The above is possible with abrt/libreport-kerneloops it does have UI
and a possibility to include the dmi/lspci/lsusb into the message to
oops.kernel.org.

Some distros still using the old reporting tool written by Arjan that
doesn't have UI.

I am going to research what and how distros are using nowadays, get in
touch with people/distro_maintainers in order to align the process as
well as gather their views and concerns on sharing anything other than
just a stacktrace and doing unconditionally(w/o user intervention).
oops.kernel.org can sanitize the 'private' data is it already does for
oopses.

Will be keeping lkml posted on my progress.

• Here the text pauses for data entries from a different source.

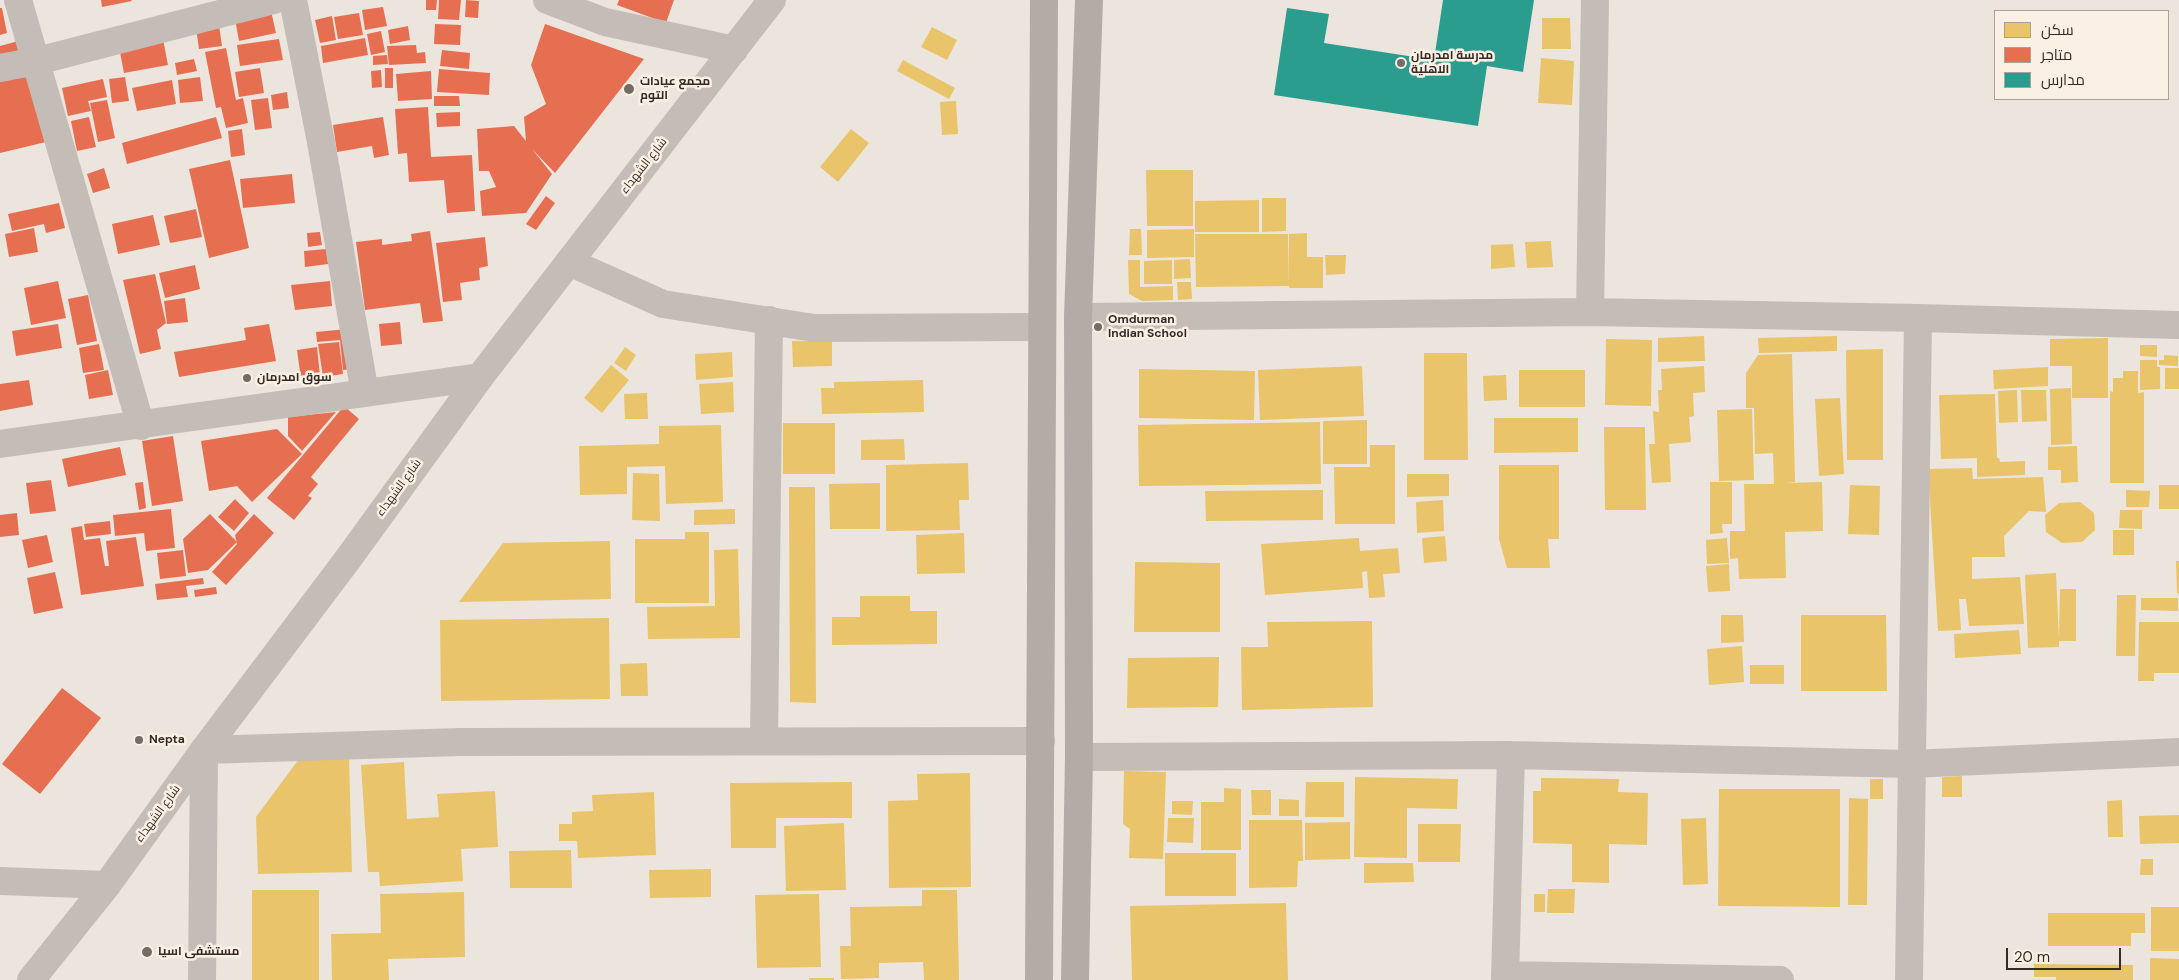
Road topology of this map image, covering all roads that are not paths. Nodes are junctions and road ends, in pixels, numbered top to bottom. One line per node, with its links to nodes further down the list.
1 (18, 0): 11 (street)
2 (274, 0): 9 (street)
3 (292, 0): 21 (street)
4 (547, 0): 10 (street)
5 (772, 0): 10 (street, شارع الشهداء)
6 (1044, 0): 19 (main road)
7 (1089, 0): 15 (main road)
8 (1595, 0): 14 (street)
9 (221, 7): 11 (street)
10 (734, 50): 13 (street, شارع الشهداء)
11 (37, 61): 12 (street); 22 (street)
12 (0, 68)
13 (569, 262): 17 (street); 20 (street, شارع الشهداء)
14 (1590, 312): 15 (street); 16 (street)
15 (1078, 317): 29 (main road)
16 (1918, 318): 18 (street); 30 (street)
17 (769, 320): 19 (street); 24 (street)
18 (2179, 325)
19 (1041, 327): 25 (main road)
20 (480, 377): 21 (street); 26 (street, شارع الشهداء)
21 (365, 393): 22 (street)
22 (142, 426): 23 (street)
23 (0, 444)
24 (764, 740): 25 (street); 26 (street)
25 (1041, 741): 36 (main road)
26 (204, 750): 32 (street, شارع الشهداء); 35 (street)
27 (2179, 752): 30 (street)
28 (1510, 755): 29 (street); 30 (street); 33 (street)
29 (1079, 757): 37 (main road)
30 (1912, 764): 39 (street)
31 (0, 881): 32 (street)
32 (107, 885): 34 (street, شارع الشهداء)
33 (1505, 977): 38 (street)
34 (31, 980)
35 (202, 980)
36 (1039, 980)
37 (1076, 980)
38 (1780, 980)
39 (1909, 980)

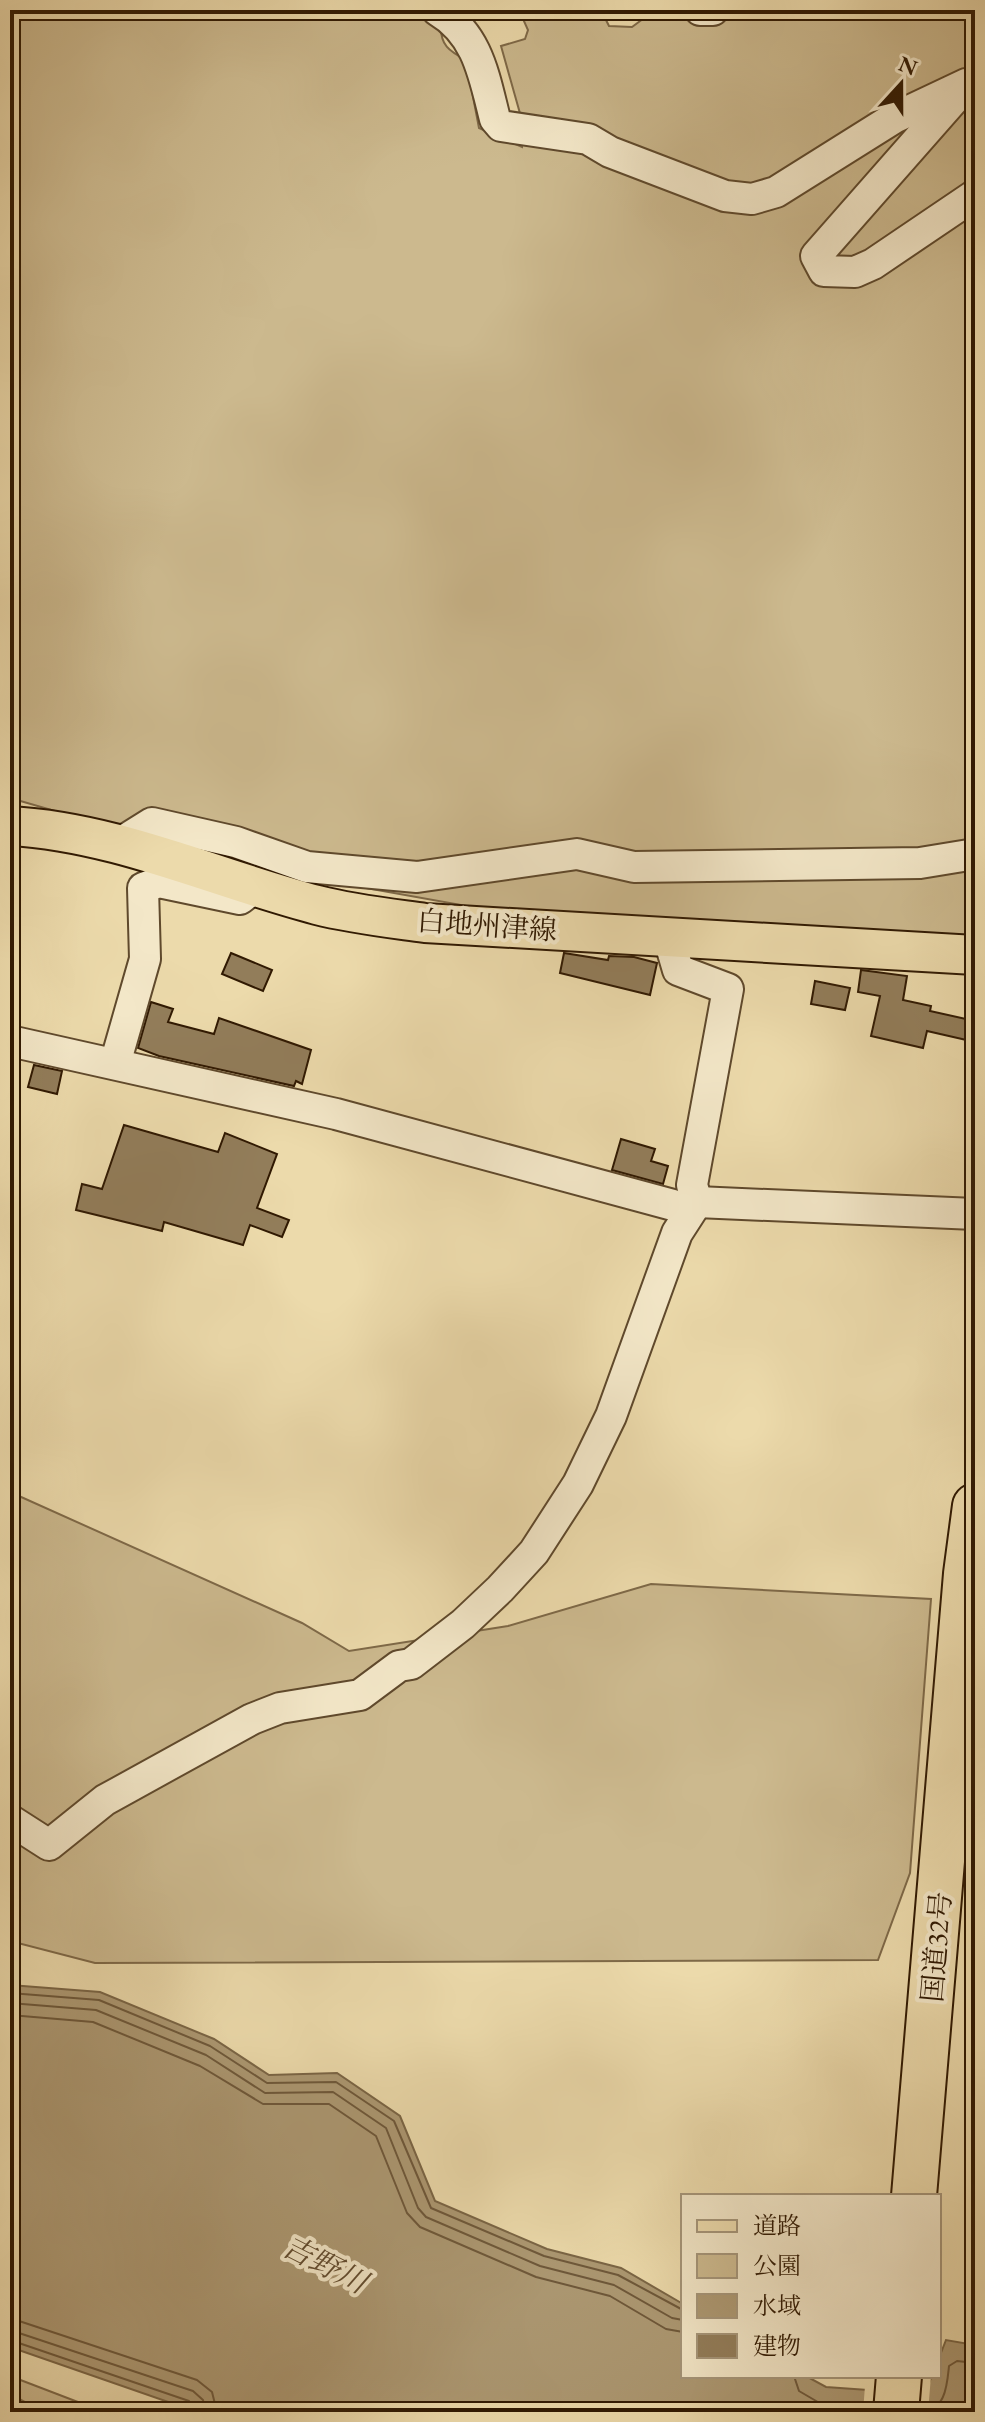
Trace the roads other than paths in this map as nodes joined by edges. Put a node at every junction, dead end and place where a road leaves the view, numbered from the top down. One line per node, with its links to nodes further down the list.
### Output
1 (437, 10): 4 (street)
2 (700, 10): 3 (street)
3 (713, 10)
4 (971, 79): 5 (street)
5 (975, 195)
6 (10, 826): 7 (main road, 白地州津線)
7 (120, 843): 8 (street); 9 (main road, 白地州津線)
8 (975, 854)
9 (255, 887): 10 (main road, 白地州津線); 13 (street)
10 (668, 936): 11 (main road, 白地州津線); 14 (street)
11 (975, 955)
12 (10, 1041): 13 (street)
13 (115, 1064): 14 (street)
14 (692, 1207): 15 (street); 17 (street)
15 (975, 1214)
16 (975, 1506): 18 (highway, 国道32号)
17 (14, 1828)
18 (914, 2194)
19 (899, 2378): 20 (highway)
20 (896, 2412)

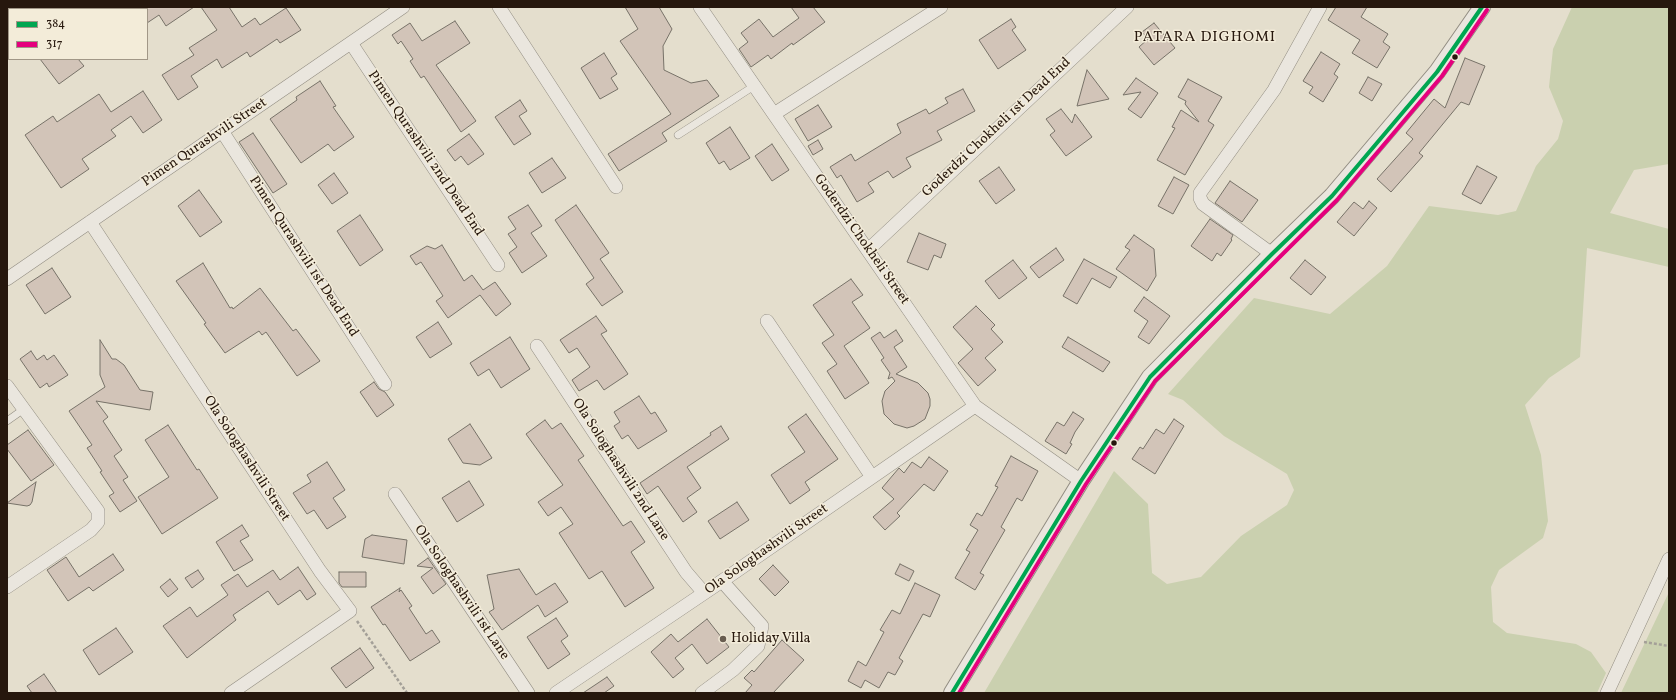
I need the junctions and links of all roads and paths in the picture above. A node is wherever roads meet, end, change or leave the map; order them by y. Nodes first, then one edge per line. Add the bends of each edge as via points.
1 (403, 7) edge
2 (499, 7) edge
3 (700, 7) edge
4 (941, 7) edge
5 (1127, 7) edge
6 (1320, 7) edge
7 (1482, 7) edge
8 (351, 43) junction
9 (754, 86) junction
10 (774, 114) junction
11 (222, 131) junction
12 (678, 135) dead end
13 (616, 187) dead end
14 (90, 222) junction
15 (868, 250) junction
16 (1272, 254) junction
17 (498, 265) dead end
18 (7, 279) edge
19 (767, 321) dead end
20 (537, 346) dead end
21 (384, 384) dead end
22 (7, 386) edge
23 (975, 406) junction
24 (24, 409) junction
25 (7, 421) edge
26 (872, 477) junction
27 (1081, 481) junction
28 (395, 494) dead end
29 (1669, 559) edge
30 (722, 581) junction
31 (7, 587) edge
32 (704, 593) junction
33 (350, 611) junction
34 (1631, 640) junction
35 (1669, 646) edge
36 (231, 693) edge
37 (407, 693) edge
38 (528, 693) edge
39 (556, 693) edge
40 (702, 693) edge
41 (952, 693) edge
42 (1607, 693) edge

1 - 8 street, Pimen Qurashvili Street
2 - 13 street
3 - 9 street, Goderdzi Chokheli Street
4 - 10 street
5 - 15 street, Goderdzi Chokheli 1st Dead End
6 - 16 street via 1274,90 1200,193 1203,204
7 - 16 street via 1437,72 1332,196
8 - 11 street, Pimen Qurashvili Street
8 - 17 street, Pimen Qurashvili 2nd Dead End
9 - 10 street, Goderdzi Chokheli Street
9 - 12 lane
10 - 15 street, Goderdzi Chokheli Street
11 - 14 street, Pimen Qurashvili Street
11 - 21 street, Pimen Qurashvili 1st Dead End
14 - 18 street, Pimen Qurashvili Street
14 - 33 street, Ola Sologhashvili Street via 320,571
15 - 23 street, Goderdzi Chokheli Street
16 - 27 street via 1150,377
19 - 26 street
20 - 32 street, Ola Sologhashvili 2nd Lane via 686,572
22 - 24 street
23 - 26 street, Ola Sologhashvili Street
23 - 27 street, Goderdzi Chokheli Street
24 - 25 lane
24 - 31 street via 98,511 98,522 91,530
26 - 30 street, Ola Sologhashvili Street
27 - 41 street
28 - 38 street, Ola Sologhashvili 1st Lane
29 - 34 street
30 - 32 street, Ola Sologhashvili Street
30 - 40 street via 762,626 758,646 733,670
32 - 39 street, Ola Sologhashvili Street
33 - 36 street
33 - 37 path
34 - 35 path
34 - 42 street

> We might also ask if they want to provide an email address for feedback,
> but that leads to a bunch of questions about how we expose that to developers
> without exposing it to spambots.
I'd not want to ask user about anything. In Fedora, Abrt end up
this way -- abrt asks user to review the report and whether one is
willing to send it to Bugzilla and oops.kernel.org. User also can
check a "don't ask me in the future for this kind of issues - just
send reports" checkbox. This is what I was able to get from Abrt
folks so far.


Anton

2013-08-20 15:20:13

by Dave Hansen

[permalink] [raw]
Subject: Re: [Ksummit-2013-discuss] [ATTEND] oops.kernel.org prospect

On 08/19/2013 02:25 PM, Dave Jones wrote:
> * This bug last seen: 2013-08-17
> Also useful here would be something like:
> Seen on: 3.2-rc2, 3.10-rc10 (You can probably just list earliest/latest rather than
> every single kernel it's been seen on, unless you want a 'show all' button)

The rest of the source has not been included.